With three-and-a-half decades at NBC, Bob Costas ranks as one of the most valuable players for TV coverage of major sporting events, from the Super Bowl and World Series to the Kentucky Derby and Ryder Cup. Then there’s the Olympics, where Costas has been on the scene since Seoul in ’88 and a prime-time host since Barcelona in ’92. He says with a chuckle, “I’m talking to 22-year-old competitors who were not alive when I did the ’92 Olympics, but they say that, growing up, they dreamt not only of winning but coming in to talk to me if they did.”
Costas, who has scored 27 Emmys, ruefully admits that he got too much attention during the last Winter Olympics for donning dark glasses as he struggled to overcome a serious case of pink eye. “When I came home, hundreds of strangers would stop me on the street or yell from a cab window, ‘Bob, how are the eyes?’”
Jeanne Wolf: What’s going to be different about Rio?
Bob Costas: Rio will be the first Olympics in South America. I have my fingers crossed that they’ll be able to surmount the various challenges, because it will provide one of the most breathtaking settings for the Olympics anyone has ever seen. Rio is a beautiful, beautiful city. There’s a postcard everywhere you look.
JW: Watching victors and those who came up short, what elements make an Olympic champion?
BC: You have to start with natural talent, but then you need the willingness to train tirelessly with total discipline. Then you have to have an ability to get the adrenaline going but also to harness it and not be overwhelmed by it. It is about simultaneously being energized and calm, which is almost a contradictory state but that’s where you have to be. Now, most of the 10,000 athletes competing in the games have no realistic shot to take home a medal. Their moment is when they’re marching into the Olympic Stadium. For that one night, they’re equal to the greatest sprinter, the greatest swimmer in the world. They’re on equal footing with LeBron James because every one of them is an Olympian marching under their country’s flag. Now that may sound corny, but it isn’t to them. We can never become so cynical that we don’t feel that emotion that they’re feeling.
JW: Any special memories from covering the Olympics over the years?

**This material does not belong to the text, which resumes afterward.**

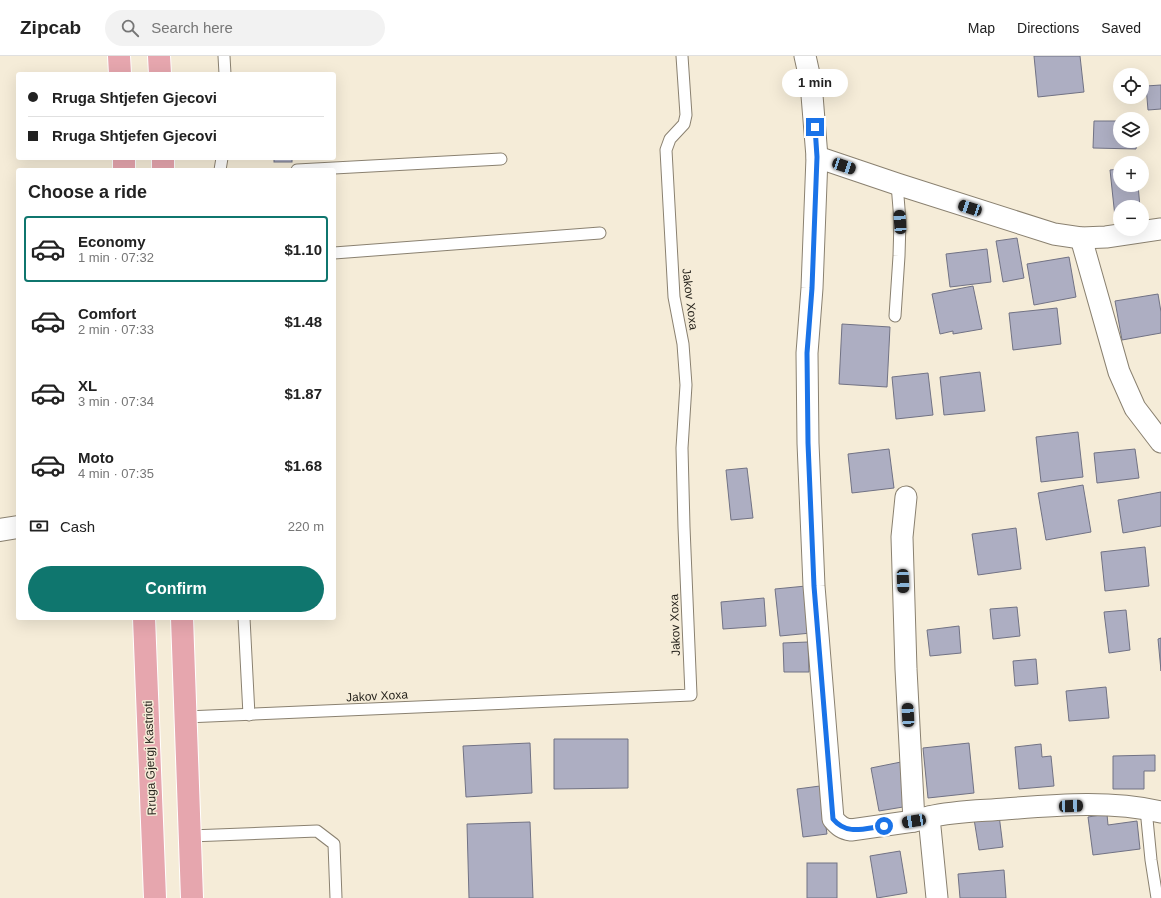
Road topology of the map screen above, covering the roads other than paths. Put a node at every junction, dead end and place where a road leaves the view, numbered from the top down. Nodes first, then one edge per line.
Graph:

BC: There are too many great moments, but if I had to pick one, the one that continues to resonate with me is Muhammad Ali lighting the torch in the stadium in Atlanta in 1996. It was a big surprise. Only a handful of people even knew. The way they staged it, he stepped out of the shadows and you heard something you never hear in a stadium, an audible gasp before the thunderous applause. It was exciting but also poignant because here is someone who was once the most famous athlete in the world and a beautiful athlete. Even though boxing is a brutal sport, he somehow made it beautiful. He was controversial, but I think people who resented him at the height of his career saw his humanity in that moment. There was a moment of reconciliation. I still get goose bumps thinking about it.